Estava no fundo do poço. A sua inspiração. Desenhos? Textos? Nada. Seus sentimentos pareciam ter congelado para arte. O ultimo texto feito, não era merecedor para ser publicado. Havia escrito baboseiras desnecessárias. Agora, estava tudo no lixo. Bolinhas e mais bolinhas de papel de um típica artista frustada. Havia raiva e frustração à cada vez que as jogava no lixo. Seu foco foi ignorado. Queria algo novo, esplêndido, inspirador, algo Britânico! Talvez que a lembrasse do seu sonhos tão doce de profissão e moradia    Londres. Não conseguia surpreender, ser clichê, nada.

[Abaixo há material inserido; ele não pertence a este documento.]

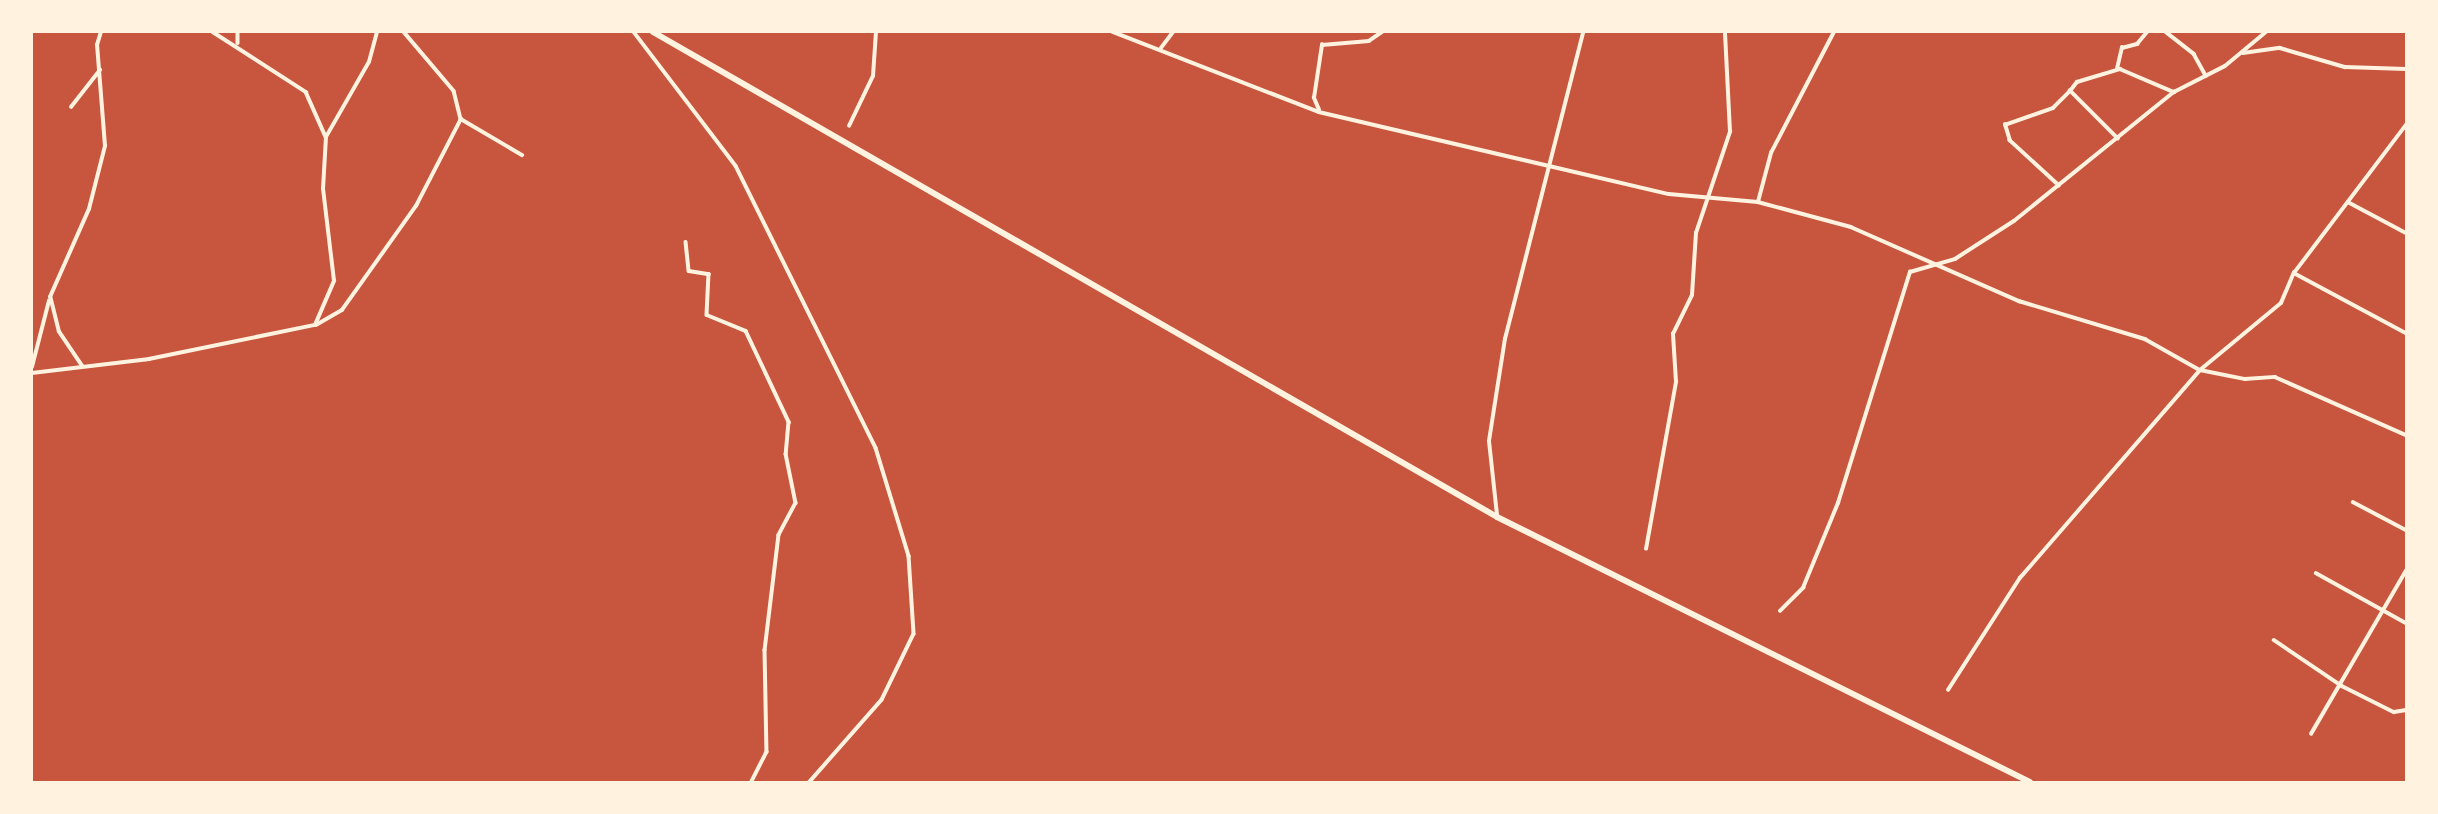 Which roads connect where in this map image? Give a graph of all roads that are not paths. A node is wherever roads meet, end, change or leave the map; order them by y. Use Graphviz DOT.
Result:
graph roads {
  1 [pos="101,32"];
  2 [pos="213,32"];
  3 [pos="238,32"];
  4 [pos="377,32"];
  5 [pos="404,32"];
  6 [pos="634,32"];
  7 [pos="653,32"];
  8 [pos="876,32"];
  9 [pos="1113,32"];
  10 [pos="1173,32"];
  11 [pos="1382,32"];
  12 [pos="1583,32"];
  13 [pos="1725,32"];
  14 [pos="1834,32"];
  15 [pos="2147,32"];
  16 [pos="2166,32"];
  17 [pos="2266,32"];
  18 [pos="238,43"];
  19 [pos="1161,48"];
  20 [pos="2241,53"];
  21 [pos="2116,69"];
  22 [pos="2406,69"];
  23 [pos="100,70"];
  24 [pos="2206,76"];
  25 [pos="2070,91"];
  26 [pos="2174,92"];
  27 [pos="71,107"];
  28 [pos="1320,112"];
  29 [pos="461,119"];
  30 [pos="2406,125"];
  31 [pos="849,126"];
  32 [pos="326,137"];
  33 [pos="2118,139"];
  34 [pos="522,155"];
  35 [pos="1545,163"];
  36 [pos="2059,186"];
  37 [pos="1709,200"];
  38 [pos="1758,202"];
  39 [pos="2348,202"];
  40 [pos="2406,233"];
  41 [pos="686,242"];
  42 [pos="1931,262"];
  43 [pos="2294,273"];
  44 [pos="50,298"];
  45 [pos="315,325"];
  46 [pos="2406,333"];
  47 [pos="82,366"];
  48 [pos="32,367"];
  49 [pos="2200,370"];
  50 [pos="32,373"];
  51 [pos="2406,435"];
  52 [pos="2353,502"];
  53 [pos="1497,517"];
  54 [pos="2406,530"];
  55 [pos="1646,549"];
  56 [pos="2406,571"];
  57 [pos="2316,573"];
  58 [pos="2384,610"];
  59 [pos="1780,611"];
  60 [pos="2406,623"];
  61 [pos="2274,640"];
  62 [pos="2342,687"];
  63 [pos="1948,690"];
  64 [pos="2406,710"];
  65 [pos="2311,734"];
  66 [pos="752,782"];
  67 [pos="810,782"];
  68 [pos="2030,782"];
  1 -- 23 [label="street"];
  2 -- 18 [label="street"];
  3 -- 18 [label="street"];
  4 -- 32 [label="street"];
  5 -- 29 [label="street"];
  6 -- 67 [label="street"];
  7 -- 53 [label="main road"];
  8 -- 31 [label="street"];
  9 -- 19 [label="street"];
  10 -- 19 [label="street"];
  11 -- 28 [label="street"];
  12 -- 35 [label="street"];
  13 -- 37 [label="street"];
  14 -- 38 [label="street"];
  15 -- 21 [label="street"];
  16 -- 24 [label="street"];
  17 -- 20 [label="street"];
  18 -- 32 [label="street"];
  19 -- 28 [label="street"];
  20 -- 22 [label="street"];
  20 -- 24 [label="street"];
  21 -- 25 [label="street"];
  21 -- 26 [label="street"];
  23 -- 27 [label="street"];
  23 -- 44 [label="street"];
  24 -- 26 [label="street"];
  25 -- 33 [label="street"];
  25 -- 36 [label="street"];
  26 -- 33 [label="street"];
  28 -- 35 [label="street"];
  29 -- 34 [label="street"];
  29 -- 45 [label="street"];
  30 -- 39 [label="street"];
  32 -- 45 [label="street"];
  33 -- 36 [label="street"];
  35 -- 37 [label="street"];
  35 -- 53 [label="street"];
  36 -- 42 [label="street"];
  37 -- 38 [label="street"];
  37 -- 55 [label="street"];
  38 -- 42 [label="street"];
  39 -- 40 [label="street"];
  39 -- 43 [label="street"];
  41 -- 66 [label="street"];
  42 -- 49 [label="street"];
  42 -- 59 [label="street"];
  43 -- 46 [label="street"];
  43 -- 49 [label="street"];
  44 -- 47 [label="street"];
  44 -- 48 [label="street"];
  45 -- 47 [label="street"];
  47 -- 50 [label="street"];
  49 -- 51 [label="street"];
  49 -- 63 [label="street"];
  52 -- 54 [label="street"];
  53 -- 68 [label="main road"];
  56 -- 58 [label="street"];
  57 -- 58 [label="street"];
  58 -- 60 [label="street"];
  58 -- 62 [label="street"];
  61 -- 62 [label="street"];
  62 -- 64 [label="street"];
  62 -- 65 [label="street"];
}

Se sentia enchendo linhas e mais linhas automaticamente, com palavras aleatórias — Ou isso. Seu raciocínio se perdia. Tinha vontade de chorar, se descabelar. Quando havia concentração e foco, com o simples barulho do vento se perdia completamente, Adeus foco e raciocínio! As palavras que nem ao menos de sua boca saíam, e em poucos segundos saíam da sua cabeça. Era deprimente, trazia ira, porás do seu perfeccionismo. Sentia como se fosse uma falsa arte, uma enganação, a piro arte da sua vida. Onde estava aquele raio de luz, ou aquela xícara de café com marca de batom que traziam inspiração e imaginação fértil?
 Respirava fundo, seu estomago embrulhava. Seu perfeccionismo atacava. Suas lágrimas estavam dentro de si, mais e mais profundas. A queria de volta. Sua inspiração constante. Era a nova analfabeta da arte. Sem assinar o próprio nome de maneira estilosa e única como antes.